[Start of Attachment]

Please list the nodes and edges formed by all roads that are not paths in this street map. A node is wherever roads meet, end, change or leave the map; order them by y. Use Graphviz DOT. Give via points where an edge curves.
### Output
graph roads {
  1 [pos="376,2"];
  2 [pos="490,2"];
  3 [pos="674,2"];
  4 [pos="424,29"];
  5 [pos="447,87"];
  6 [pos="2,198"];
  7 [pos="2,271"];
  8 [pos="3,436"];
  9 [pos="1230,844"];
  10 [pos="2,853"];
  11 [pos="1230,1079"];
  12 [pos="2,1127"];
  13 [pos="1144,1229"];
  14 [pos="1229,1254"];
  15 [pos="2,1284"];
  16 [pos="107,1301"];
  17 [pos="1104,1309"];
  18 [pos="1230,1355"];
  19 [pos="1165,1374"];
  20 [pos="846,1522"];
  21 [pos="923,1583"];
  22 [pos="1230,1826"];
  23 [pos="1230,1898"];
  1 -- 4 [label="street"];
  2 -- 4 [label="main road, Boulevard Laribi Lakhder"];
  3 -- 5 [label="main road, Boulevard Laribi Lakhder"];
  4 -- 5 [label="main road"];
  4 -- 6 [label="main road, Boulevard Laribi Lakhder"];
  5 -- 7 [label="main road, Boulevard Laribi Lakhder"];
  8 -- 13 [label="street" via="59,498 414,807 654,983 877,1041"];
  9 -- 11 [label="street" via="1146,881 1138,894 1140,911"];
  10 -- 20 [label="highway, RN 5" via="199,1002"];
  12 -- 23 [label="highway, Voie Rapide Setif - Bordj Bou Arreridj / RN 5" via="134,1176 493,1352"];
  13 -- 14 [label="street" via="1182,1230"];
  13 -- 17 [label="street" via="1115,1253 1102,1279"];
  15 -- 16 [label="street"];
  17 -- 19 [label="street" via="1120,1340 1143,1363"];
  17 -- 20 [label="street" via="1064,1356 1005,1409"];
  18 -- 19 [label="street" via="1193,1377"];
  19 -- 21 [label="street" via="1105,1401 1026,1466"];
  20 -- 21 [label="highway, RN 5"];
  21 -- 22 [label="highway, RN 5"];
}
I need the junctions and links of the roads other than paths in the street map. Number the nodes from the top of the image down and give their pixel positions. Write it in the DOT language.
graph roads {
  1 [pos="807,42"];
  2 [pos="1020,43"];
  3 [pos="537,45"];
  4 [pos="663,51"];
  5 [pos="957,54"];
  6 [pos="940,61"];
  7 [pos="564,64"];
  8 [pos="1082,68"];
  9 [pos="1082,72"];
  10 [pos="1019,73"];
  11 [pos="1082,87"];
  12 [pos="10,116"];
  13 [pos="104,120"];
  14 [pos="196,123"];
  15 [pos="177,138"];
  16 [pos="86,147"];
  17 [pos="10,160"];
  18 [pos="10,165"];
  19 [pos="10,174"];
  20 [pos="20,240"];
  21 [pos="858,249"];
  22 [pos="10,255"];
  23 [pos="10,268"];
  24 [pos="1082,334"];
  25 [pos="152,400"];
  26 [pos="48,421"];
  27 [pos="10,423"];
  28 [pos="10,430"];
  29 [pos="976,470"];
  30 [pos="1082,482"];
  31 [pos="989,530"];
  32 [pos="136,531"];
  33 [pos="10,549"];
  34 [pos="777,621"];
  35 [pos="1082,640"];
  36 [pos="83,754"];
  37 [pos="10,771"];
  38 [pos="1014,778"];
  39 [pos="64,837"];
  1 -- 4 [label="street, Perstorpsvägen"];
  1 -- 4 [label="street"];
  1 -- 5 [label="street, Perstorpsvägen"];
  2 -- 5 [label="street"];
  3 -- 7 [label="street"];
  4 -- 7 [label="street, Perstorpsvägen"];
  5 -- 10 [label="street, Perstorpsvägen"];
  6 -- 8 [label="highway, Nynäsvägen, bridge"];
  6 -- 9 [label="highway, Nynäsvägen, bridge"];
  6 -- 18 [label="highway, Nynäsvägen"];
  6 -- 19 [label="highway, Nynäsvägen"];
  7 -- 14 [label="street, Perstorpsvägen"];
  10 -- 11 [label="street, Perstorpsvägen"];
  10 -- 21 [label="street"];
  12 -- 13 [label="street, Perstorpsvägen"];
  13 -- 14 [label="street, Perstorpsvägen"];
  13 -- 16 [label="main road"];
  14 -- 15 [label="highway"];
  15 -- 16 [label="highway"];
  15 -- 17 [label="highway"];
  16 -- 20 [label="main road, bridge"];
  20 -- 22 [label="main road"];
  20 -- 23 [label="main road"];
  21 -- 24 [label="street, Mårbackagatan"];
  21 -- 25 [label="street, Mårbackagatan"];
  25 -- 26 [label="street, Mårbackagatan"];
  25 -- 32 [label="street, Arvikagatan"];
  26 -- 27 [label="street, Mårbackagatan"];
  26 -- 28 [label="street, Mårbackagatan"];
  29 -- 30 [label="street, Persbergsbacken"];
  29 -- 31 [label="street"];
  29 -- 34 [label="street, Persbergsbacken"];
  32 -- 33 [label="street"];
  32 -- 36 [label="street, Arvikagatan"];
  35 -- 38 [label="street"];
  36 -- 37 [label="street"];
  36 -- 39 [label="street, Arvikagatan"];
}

[End of Attachment]

Problem requirements: Search the material for lines holding the word "Laribi", then say how many there are and nothing more.

Answer for this exercise: 4